* Assignment *
A word-for-word copy of the listing is required, and it must contain no pictures.

* Working data *
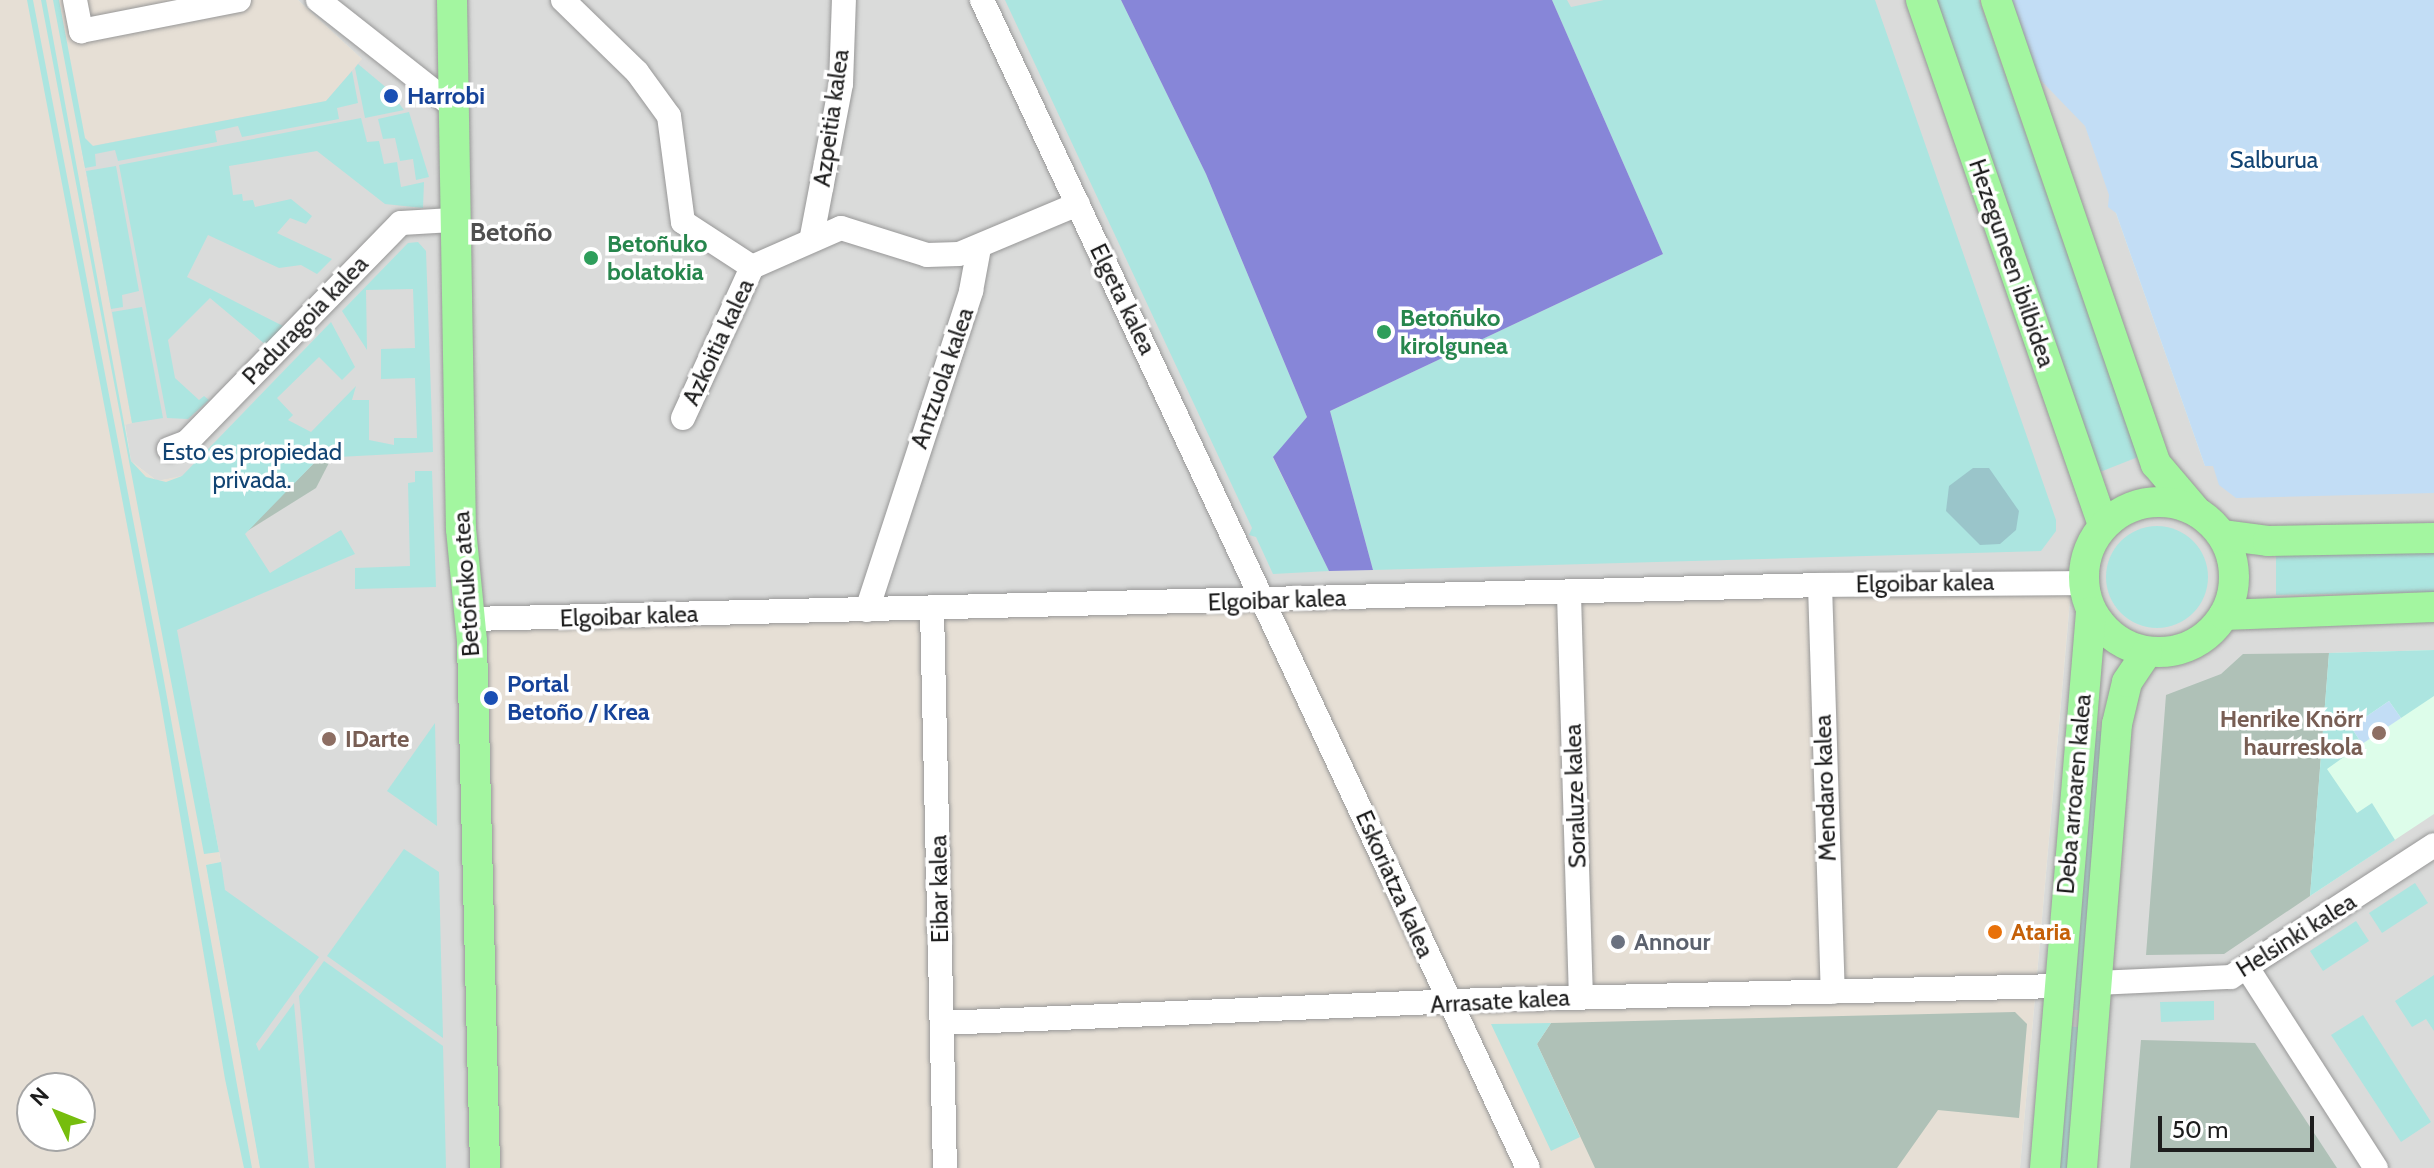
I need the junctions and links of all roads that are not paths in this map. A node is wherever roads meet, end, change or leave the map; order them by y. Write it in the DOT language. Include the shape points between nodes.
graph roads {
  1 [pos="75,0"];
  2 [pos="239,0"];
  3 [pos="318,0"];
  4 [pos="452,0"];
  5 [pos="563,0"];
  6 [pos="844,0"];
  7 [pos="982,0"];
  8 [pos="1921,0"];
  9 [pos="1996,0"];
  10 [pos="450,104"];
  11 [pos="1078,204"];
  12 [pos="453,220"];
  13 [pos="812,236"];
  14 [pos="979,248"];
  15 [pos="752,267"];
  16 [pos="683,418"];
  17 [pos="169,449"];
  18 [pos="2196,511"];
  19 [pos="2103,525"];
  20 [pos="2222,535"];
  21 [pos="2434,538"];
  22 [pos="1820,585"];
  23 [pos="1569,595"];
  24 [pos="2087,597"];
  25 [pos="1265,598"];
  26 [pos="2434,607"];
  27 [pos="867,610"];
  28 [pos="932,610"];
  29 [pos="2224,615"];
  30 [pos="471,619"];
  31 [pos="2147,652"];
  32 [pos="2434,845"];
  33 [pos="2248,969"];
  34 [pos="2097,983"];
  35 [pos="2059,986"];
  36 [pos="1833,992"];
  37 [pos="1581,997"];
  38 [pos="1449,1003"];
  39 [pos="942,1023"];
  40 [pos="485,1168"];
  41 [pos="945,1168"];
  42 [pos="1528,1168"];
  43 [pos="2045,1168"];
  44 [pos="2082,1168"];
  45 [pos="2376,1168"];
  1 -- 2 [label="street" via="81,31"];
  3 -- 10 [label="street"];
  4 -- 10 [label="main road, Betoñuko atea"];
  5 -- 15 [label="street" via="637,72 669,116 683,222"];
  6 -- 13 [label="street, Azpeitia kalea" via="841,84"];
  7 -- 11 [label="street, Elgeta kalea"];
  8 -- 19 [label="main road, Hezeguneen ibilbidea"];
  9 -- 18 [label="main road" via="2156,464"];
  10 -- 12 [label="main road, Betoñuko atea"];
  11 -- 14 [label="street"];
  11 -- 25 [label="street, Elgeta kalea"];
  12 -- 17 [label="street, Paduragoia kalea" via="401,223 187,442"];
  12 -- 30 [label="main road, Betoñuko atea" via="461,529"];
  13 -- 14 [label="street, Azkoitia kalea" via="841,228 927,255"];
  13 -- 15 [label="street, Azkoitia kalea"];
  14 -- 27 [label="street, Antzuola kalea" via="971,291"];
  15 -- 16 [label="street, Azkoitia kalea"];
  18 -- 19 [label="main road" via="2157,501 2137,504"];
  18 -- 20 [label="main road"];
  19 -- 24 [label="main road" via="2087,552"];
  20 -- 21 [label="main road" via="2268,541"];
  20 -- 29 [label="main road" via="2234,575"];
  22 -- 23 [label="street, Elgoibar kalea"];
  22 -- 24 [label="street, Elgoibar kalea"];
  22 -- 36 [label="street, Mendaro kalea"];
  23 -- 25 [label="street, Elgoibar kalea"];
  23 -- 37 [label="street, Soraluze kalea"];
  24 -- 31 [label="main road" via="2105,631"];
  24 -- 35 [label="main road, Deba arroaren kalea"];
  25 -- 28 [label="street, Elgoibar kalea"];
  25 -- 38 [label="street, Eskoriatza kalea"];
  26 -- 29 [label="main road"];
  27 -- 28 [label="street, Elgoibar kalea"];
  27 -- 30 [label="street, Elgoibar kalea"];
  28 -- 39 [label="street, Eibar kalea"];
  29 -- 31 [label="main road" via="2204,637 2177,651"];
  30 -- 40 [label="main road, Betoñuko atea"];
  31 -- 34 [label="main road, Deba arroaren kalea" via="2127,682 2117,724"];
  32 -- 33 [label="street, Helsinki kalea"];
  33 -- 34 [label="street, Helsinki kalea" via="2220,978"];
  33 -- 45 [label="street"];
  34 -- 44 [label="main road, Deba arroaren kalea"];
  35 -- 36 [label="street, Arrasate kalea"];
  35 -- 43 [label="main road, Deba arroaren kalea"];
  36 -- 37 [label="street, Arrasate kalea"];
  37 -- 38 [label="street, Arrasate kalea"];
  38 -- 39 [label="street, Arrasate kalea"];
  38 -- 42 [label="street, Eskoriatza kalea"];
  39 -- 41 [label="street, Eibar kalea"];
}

* The answer *
I need the junctions and links of all roads that are not paths in this map. A node is wherever roads meet, end, change or leave the map; order them by y. Write it in the DOT language. Include the shape points between nodes.
graph roads {
  1 [pos="75,0"];
  2 [pos="239,0"];
  3 [pos="318,0"];
  4 [pos="452,0"];
  5 [pos="563,0"];
  6 [pos="844,0"];
  7 [pos="982,0"];
  8 [pos="1921,0"];
  9 [pos="1996,0"];
  10 [pos="450,104"];
  11 [pos="1078,204"];
  12 [pos="453,220"];
  13 [pos="812,236"];
  14 [pos="979,248"];
  15 [pos="752,267"];
  16 [pos="683,418"];
  17 [pos="169,449"];
  18 [pos="2196,511"];
  19 [pos="2103,525"];
  20 [pos="2222,535"];
  21 [pos="2434,538"];
  22 [pos="1820,585"];
  23 [pos="1569,595"];
  24 [pos="2087,597"];
  25 [pos="1265,598"];
  26 [pos="2434,607"];
  27 [pos="867,610"];
  28 [pos="932,610"];
  29 [pos="2224,615"];
  30 [pos="471,619"];
  31 [pos="2147,652"];
  32 [pos="2434,845"];
  33 [pos="2248,969"];
  34 [pos="2097,983"];
  35 [pos="2059,986"];
  36 [pos="1833,992"];
  37 [pos="1581,997"];
  38 [pos="1449,1003"];
  39 [pos="942,1023"];
  40 [pos="485,1168"];
  41 [pos="945,1168"];
  42 [pos="1528,1168"];
  43 [pos="2045,1168"];
  44 [pos="2082,1168"];
  45 [pos="2376,1168"];
  1 -- 2 [label="street" via="81,31"];
  3 -- 10 [label="street"];
  4 -- 10 [label="main road, Betoñuko atea"];
  5 -- 15 [label="street" via="637,72 669,116 683,222"];
  6 -- 13 [label="street, Azpeitia kalea" via="841,84"];
  7 -- 11 [label="street, Elgeta kalea"];
  8 -- 19 [label="main road, Hezeguneen ibilbidea"];
  9 -- 18 [label="main road" via="2156,464"];
  10 -- 12 [label="main road, Betoñuko atea"];
  11 -- 14 [label="street"];
  11 -- 25 [label="street, Elgeta kalea"];
  12 -- 17 [label="street, Paduragoia kalea" via="401,223 187,442"];
  12 -- 30 [label="main road, Betoñuko atea" via="461,529"];
  13 -- 14 [label="street, Azkoitia kalea" via="841,228 927,255"];
  13 -- 15 [label="street, Azkoitia kalea"];
  14 -- 27 [label="street, Antzuola kalea" via="971,291"];
  15 -- 16 [label="street, Azkoitia kalea"];
  18 -- 19 [label="main road" via="2157,501 2137,504"];
  18 -- 20 [label="main road"];
  19 -- 24 [label="main road" via="2087,552"];
  20 -- 21 [label="main road" via="2268,541"];
  20 -- 29 [label="main road" via="2234,575"];
  22 -- 23 [label="street, Elgoibar kalea"];
  22 -- 24 [label="street, Elgoibar kalea"];
  22 -- 36 [label="street, Mendaro kalea"];
  23 -- 25 [label="street, Elgoibar kalea"];
  23 -- 37 [label="street, Soraluze kalea"];
  24 -- 31 [label="main road" via="2105,631"];
  24 -- 35 [label="main road, Deba arroaren kalea"];
  25 -- 28 [label="street, Elgoibar kalea"];
  25 -- 38 [label="street, Eskoriatza kalea"];
  26 -- 29 [label="main road"];
  27 -- 28 [label="street, Elgoibar kalea"];
  27 -- 30 [label="street, Elgoibar kalea"];
  28 -- 39 [label="street, Eibar kalea"];
  29 -- 31 [label="main road" via="2204,637 2177,651"];
  30 -- 40 [label="main road, Betoñuko atea"];
  31 -- 34 [label="main road, Deba arroaren kalea" via="2127,682 2117,724"];
  32 -- 33 [label="street, Helsinki kalea"];
  33 -- 34 [label="street, Helsinki kalea" via="2220,978"];
  33 -- 45 [label="street"];
  34 -- 44 [label="main road, Deba arroaren kalea"];
  35 -- 36 [label="street, Arrasate kalea"];
  35 -- 43 [label="main road, Deba arroaren kalea"];
  36 -- 37 [label="street, Arrasate kalea"];
  37 -- 38 [label="street, Arrasate kalea"];
  38 -- 39 [label="street, Arrasate kalea"];
  38 -- 42 [label="street, Eskoriatza kalea"];
  39 -- 41 [label="street, Eibar kalea"];
}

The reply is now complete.